# Props to Extreme Peptides Thank you



## Bullseye Forever (Jun 21, 2012)

ive always used Extreme Peptides for my Exemstane research,and its always done great and worked great,blood test after blood test on my mice,so last week i ordered 1 bottle of clomifene for my friends research purpose on fertility studies and I ordered 1 bottle of Extemestane for my reasearch purposes........so a few days late i got a package in the mail,opened it and only 1 bottle was in there and it was my friends clomifene,so i email Extreme Peptides and told them of the situation and that my Extemestane was not in the box,so they emailed me back and said they would look into it and look at the photos of the order

So the very next day i get another email from them saying they had indeed made a mistake and didnt put my Exemestane in the package,and to top it off they put an extra bottle in there for the trouble,and I thought that was so nice of them,and I appreciated it so much,that meant alot to me,at least there are still companies that care about there customers,i wsnt expecting an extra bottle,i wouldve been cool with the one,but them sending an extra was the icing on the cake,so my hats are off to Extreme Peptides,wonderful company and sponser here!!!


----------



## Pikiki (Jun 21, 2012)

*Re: Props to Extreme Peptides!!!!!! Thank you!!!*

Nice looking at this Co to order from it, thnx fo rthe feedback.


----------



## coltmc4545 (Jun 21, 2012)

*Re: Props to Extreme Peptides!!!!!! Thank you!!!*

Yeah EP's the shit.
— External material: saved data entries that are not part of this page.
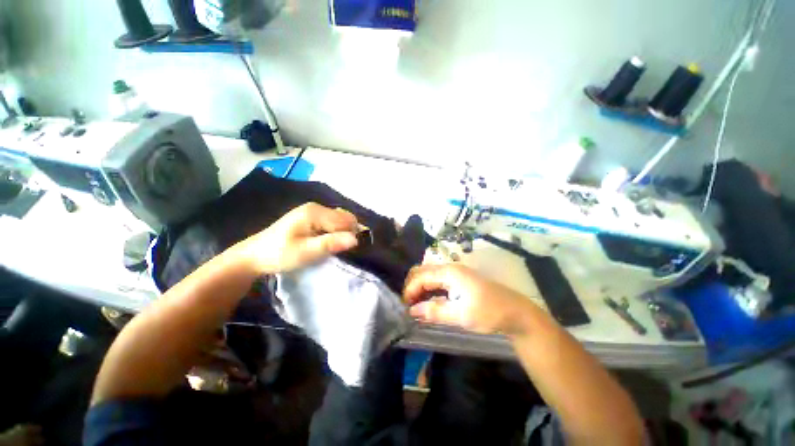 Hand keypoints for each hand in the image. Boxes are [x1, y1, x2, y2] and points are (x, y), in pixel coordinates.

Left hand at [238, 203, 358, 273]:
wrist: (254, 256)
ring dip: (343, 232)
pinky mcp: (311, 217)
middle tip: (344, 250)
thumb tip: (356, 239)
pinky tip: (331, 241)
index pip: (345, 221)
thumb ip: (330, 244)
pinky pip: (332, 221)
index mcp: (315, 212)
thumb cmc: (279, 254)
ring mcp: (313, 211)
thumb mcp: (305, 252)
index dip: (352, 234)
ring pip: (340, 219)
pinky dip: (337, 231)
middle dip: (349, 232)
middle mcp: (316, 207)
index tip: (353, 250)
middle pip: (344, 217)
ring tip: (338, 247)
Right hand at [403, 264, 538, 335]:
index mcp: (450, 272)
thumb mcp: (461, 315)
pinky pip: (438, 282)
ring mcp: (455, 274)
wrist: (516, 312)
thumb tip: (413, 311)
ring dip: (420, 288)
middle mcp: (450, 269)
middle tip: (408, 304)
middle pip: (423, 272)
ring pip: (430, 276)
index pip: (421, 276)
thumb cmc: (489, 312)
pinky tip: (428, 302)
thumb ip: (435, 311)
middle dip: (412, 286)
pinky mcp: (459, 281)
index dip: (410, 290)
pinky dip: (430, 290)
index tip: (404, 307)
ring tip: (414, 305) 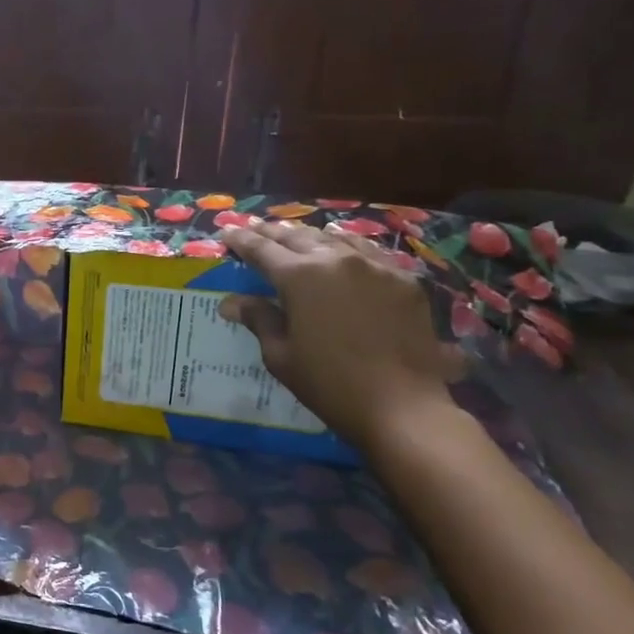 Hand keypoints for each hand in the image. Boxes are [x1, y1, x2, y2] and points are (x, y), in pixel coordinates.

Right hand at [219, 219, 464, 451]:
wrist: (402, 406)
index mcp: (299, 277)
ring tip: (296, 233)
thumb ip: (259, 319)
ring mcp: (376, 267)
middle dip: (273, 232)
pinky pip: (370, 253)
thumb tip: (231, 302)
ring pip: (336, 239)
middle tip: (256, 227)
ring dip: (310, 235)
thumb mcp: (281, 355)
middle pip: (298, 237)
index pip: (262, 250)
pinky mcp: (404, 281)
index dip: (242, 241)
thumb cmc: (329, 384)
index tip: (228, 231)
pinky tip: (345, 250)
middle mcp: (337, 260)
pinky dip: (348, 247)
Prices and products are g2g. Always use them for my ancillaries.


----------



## Four1Thr33 (Jun 21, 2012)

*Re: Props to Extreme Peptides!!!!!! Thank you!!!*

Hell ya man.   Got
To love free shit and good company's


----------



## grizzldsealpoacher (Jun 21, 2012)

*Re: Props to Extreme Peptides!!!!!! Thank you!!!*

thats awesome ! Gooooaaal for your rats!


----------



## Bullseye Forever (Jun 21, 2012)

*Re: Props to Extreme Peptides!!!!!! Thank you!!!*



Pikiki said:


> Nice looking at this Co to order from it, thnx fo rthe feedback.


yea brother they are good to go,ive always used them



coltmc4545 said:


> Yeah EP's the shit. Prices and products are g2g. Always use them for my ancillaries.


indeed brother


----------



## Spongy (Jun 26, 2012)

*Re: Props to Extreme Peptides!!!!!! Thank you!!!*

Glad to see that there is a research company out there taking this seriously.  After my experience with LR3 I have basically given up on research companies.  I will be giving EP a try though.  Thanks for your review brother!


----------



## trim (Jun 26, 2012)

*Re: Props to Extreme Peptides!!!!!! Thank you!!!*

good to hear ep is a reputable company.  I just started giving my lab rats some of their liquid arimidex and was crossing my fingers that it was legit.


----------



## Bullseye Forever (Jun 27, 2012)

*Re: Props to Extreme Peptides!!!!!! Thank you!!!*



Spongy said:


> Glad to see that there is a research company out there taking this seriously.  After my experience with LR3 I have basically given up on research companies.  I will be giving EP a try though.  Thanks for your review brother!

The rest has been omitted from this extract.